Input for this task ->
◆ ◆ ◆ ◆ ◆ ◆ ◆

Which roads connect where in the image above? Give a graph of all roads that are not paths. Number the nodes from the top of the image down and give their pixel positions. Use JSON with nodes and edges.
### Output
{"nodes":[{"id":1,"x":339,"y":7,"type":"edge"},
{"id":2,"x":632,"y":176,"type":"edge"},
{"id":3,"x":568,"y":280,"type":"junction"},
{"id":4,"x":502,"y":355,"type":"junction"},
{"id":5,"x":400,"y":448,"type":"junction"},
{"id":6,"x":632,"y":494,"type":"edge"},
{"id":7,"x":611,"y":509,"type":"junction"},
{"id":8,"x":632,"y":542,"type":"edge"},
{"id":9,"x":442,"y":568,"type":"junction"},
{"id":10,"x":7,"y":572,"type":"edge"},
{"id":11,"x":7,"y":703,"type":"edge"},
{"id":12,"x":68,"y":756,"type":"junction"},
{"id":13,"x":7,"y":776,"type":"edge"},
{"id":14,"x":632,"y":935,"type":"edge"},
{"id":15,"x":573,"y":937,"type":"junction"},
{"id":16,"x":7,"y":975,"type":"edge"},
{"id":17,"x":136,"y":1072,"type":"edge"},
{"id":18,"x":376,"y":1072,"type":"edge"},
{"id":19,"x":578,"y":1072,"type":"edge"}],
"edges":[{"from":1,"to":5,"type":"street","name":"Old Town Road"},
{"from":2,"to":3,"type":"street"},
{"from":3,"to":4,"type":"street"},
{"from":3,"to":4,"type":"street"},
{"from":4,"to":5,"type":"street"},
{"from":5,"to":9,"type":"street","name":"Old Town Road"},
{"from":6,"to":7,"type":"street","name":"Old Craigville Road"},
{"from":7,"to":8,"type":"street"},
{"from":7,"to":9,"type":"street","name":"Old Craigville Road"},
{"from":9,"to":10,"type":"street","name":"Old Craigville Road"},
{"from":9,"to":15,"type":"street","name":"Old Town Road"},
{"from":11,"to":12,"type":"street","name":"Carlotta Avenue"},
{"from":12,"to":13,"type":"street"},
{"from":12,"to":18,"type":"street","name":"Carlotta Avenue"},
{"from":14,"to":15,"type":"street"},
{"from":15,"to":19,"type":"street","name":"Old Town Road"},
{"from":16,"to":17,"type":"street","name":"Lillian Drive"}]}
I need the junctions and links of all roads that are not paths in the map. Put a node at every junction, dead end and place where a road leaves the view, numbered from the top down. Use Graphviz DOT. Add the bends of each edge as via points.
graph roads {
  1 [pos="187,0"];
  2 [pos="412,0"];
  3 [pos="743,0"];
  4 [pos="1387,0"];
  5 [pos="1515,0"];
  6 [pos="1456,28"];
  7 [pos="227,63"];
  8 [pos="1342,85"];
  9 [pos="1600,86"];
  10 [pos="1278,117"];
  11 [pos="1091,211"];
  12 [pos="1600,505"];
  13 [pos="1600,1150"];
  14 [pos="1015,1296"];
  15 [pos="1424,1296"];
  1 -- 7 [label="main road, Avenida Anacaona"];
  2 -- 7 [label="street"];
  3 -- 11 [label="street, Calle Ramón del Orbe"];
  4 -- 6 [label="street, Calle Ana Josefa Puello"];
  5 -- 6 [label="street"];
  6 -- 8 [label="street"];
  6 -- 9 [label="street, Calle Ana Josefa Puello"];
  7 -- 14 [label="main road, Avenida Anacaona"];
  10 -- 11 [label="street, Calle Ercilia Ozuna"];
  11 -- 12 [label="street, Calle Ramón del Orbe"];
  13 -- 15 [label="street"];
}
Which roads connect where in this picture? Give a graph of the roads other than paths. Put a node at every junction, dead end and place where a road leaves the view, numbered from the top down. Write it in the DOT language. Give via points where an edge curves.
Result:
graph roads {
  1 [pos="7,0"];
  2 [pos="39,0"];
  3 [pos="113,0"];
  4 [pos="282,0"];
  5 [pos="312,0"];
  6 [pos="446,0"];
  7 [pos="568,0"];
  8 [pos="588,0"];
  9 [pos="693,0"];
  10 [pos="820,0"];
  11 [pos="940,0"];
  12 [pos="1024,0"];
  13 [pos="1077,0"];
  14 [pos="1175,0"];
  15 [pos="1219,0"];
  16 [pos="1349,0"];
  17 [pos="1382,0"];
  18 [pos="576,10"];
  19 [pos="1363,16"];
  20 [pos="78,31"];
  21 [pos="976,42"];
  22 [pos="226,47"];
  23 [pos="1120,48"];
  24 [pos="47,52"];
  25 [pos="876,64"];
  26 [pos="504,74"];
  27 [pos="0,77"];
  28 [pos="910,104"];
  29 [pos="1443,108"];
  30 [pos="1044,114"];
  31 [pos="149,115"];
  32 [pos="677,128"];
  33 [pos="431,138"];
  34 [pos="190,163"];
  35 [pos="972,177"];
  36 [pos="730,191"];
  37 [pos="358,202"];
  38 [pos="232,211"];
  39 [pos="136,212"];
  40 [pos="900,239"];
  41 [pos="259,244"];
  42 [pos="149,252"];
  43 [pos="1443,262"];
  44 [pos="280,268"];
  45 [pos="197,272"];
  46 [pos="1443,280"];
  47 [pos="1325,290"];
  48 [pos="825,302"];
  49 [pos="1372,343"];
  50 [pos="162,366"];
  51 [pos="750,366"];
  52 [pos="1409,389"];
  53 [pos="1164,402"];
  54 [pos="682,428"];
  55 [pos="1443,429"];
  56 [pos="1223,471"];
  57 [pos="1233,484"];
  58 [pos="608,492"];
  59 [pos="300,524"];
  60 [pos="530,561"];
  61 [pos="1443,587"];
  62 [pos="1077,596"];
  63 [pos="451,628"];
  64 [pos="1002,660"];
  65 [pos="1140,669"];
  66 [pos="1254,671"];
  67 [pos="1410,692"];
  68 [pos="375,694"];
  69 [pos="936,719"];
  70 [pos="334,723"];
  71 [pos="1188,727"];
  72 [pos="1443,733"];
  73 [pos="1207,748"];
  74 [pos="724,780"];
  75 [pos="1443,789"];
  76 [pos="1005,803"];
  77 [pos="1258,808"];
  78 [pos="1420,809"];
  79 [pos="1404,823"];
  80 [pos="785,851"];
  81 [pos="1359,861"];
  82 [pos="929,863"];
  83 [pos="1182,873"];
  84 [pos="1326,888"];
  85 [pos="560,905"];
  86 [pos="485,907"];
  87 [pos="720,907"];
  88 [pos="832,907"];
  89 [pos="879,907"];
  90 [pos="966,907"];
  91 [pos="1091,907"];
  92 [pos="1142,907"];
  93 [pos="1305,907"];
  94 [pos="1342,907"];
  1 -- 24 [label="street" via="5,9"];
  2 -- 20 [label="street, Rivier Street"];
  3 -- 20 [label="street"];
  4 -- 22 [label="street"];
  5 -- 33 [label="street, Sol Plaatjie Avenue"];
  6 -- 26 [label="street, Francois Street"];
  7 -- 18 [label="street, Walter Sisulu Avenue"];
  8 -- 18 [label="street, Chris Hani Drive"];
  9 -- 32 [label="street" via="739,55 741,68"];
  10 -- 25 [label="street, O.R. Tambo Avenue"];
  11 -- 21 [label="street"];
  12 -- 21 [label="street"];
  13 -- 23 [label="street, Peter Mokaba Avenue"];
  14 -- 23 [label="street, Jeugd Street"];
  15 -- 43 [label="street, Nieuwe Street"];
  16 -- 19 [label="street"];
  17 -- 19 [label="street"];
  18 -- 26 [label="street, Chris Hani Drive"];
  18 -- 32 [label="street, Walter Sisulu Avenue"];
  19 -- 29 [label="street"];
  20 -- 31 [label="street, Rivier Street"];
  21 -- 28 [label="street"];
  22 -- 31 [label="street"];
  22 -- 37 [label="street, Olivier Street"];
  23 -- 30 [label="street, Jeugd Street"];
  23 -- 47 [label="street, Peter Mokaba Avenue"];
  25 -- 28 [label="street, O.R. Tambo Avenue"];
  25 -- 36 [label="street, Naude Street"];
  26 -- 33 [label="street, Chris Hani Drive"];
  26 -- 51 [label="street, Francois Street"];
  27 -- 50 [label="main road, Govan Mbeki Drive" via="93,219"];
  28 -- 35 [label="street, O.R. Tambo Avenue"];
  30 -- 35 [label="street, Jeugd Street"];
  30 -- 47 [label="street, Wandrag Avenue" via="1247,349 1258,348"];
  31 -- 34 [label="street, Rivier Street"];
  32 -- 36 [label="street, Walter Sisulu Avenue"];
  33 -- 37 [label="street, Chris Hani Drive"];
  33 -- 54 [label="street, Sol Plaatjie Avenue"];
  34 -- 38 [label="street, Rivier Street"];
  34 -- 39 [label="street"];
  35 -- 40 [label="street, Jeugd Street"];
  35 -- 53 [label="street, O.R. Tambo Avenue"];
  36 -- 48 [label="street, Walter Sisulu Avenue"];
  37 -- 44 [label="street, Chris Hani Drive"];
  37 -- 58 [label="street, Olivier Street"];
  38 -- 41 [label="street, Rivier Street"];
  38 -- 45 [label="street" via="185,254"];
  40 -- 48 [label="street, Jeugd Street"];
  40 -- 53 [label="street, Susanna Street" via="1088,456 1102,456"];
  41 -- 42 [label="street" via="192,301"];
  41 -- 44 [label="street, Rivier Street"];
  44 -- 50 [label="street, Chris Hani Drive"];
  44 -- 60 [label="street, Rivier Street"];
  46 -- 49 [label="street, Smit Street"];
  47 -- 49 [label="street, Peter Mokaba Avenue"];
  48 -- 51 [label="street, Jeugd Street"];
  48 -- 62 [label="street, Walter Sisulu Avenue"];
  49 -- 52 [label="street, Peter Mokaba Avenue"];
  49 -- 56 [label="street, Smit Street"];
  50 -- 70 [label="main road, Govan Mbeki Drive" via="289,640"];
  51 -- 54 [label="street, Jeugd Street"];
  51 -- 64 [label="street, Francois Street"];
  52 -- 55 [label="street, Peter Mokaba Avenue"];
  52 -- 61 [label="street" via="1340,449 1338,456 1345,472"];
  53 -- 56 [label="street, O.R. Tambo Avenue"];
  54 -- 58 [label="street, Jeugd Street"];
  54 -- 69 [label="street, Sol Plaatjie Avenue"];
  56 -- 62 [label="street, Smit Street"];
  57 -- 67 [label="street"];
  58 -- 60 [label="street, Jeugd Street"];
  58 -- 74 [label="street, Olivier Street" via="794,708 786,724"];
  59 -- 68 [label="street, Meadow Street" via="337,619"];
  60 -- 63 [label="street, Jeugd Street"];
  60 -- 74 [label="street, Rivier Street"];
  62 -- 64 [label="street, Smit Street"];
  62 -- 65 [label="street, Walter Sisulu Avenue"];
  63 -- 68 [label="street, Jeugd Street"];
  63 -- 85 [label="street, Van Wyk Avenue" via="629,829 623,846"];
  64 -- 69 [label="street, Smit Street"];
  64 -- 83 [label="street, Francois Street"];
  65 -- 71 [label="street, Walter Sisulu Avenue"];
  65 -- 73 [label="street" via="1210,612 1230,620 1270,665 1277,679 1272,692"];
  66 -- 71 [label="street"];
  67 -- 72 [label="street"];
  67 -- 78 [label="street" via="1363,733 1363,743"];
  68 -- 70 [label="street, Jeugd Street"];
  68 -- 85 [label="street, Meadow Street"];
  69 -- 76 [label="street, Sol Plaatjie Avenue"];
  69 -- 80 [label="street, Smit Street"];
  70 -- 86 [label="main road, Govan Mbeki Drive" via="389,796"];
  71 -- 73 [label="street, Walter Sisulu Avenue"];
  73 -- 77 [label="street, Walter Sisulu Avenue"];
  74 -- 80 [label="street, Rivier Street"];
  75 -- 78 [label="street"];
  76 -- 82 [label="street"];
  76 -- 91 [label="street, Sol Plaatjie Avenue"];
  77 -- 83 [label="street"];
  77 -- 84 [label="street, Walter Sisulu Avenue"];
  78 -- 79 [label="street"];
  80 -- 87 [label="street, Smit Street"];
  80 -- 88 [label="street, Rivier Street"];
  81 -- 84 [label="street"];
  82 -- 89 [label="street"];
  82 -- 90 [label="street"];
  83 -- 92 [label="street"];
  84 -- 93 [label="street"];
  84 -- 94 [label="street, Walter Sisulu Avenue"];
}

◆ ◆ ◆ ◆ ◆ ◆ ◆

Your assignment -> From the records above, quote only the lines running from the line with "I need the junctions" to the line with "Which roads connect where in this", both lines included.

Exercise output ->
I need the junctions and links of all roads that are not paths in the map. Put a node at every junction, dead end and place where a road leaves the view, numbered from the top down. Use Graphviz DOT. Add the bends of each edge as via points.
graph roads {
  1 [pos="187,0"];
  2 [pos="412,0"];
  3 [pos="743,0"];
  4 [pos="1387,0"];
  5 [pos="1515,0"];
  6 [pos="1456,28"];
  7 [pos="227,63"];
  8 [pos="1342,85"];
  9 [pos="1600,86"];
  10 [pos="1278,117"];
  11 [pos="1091,211"];
  12 [pos="1600,505"];
  13 [pos="1600,1150"];
  14 [pos="1015,1296"];
  15 [pos="1424,1296"];
  1 -- 7 [label="main road, Avenida Anacaona"];
  2 -- 7 [label="street"];
  3 -- 11 [label="street, Calle Ramón del Orbe"];
  4 -- 6 [label="street, Calle Ana Josefa Puello"];
  5 -- 6 [label="street"];
  6 -- 8 [label="street"];
  6 -- 9 [label="street, Calle Ana Josefa Puello"];
  7 -- 14 [label="main road, Avenida Anacaona"];
  10 -- 11 [label="street, Calle Ercilia Ozuna"];
  11 -- 12 [label="street, Calle Ramón del Orbe"];
  13 -- 15 [label="street"];
}
Which roads connect where in this picture? Give a graph of the roads other than paths. Put a node at every junction, dead end and place where a road leaves the view, numbered from the top down. Write it in the DOT language. Give via points where an edge curves.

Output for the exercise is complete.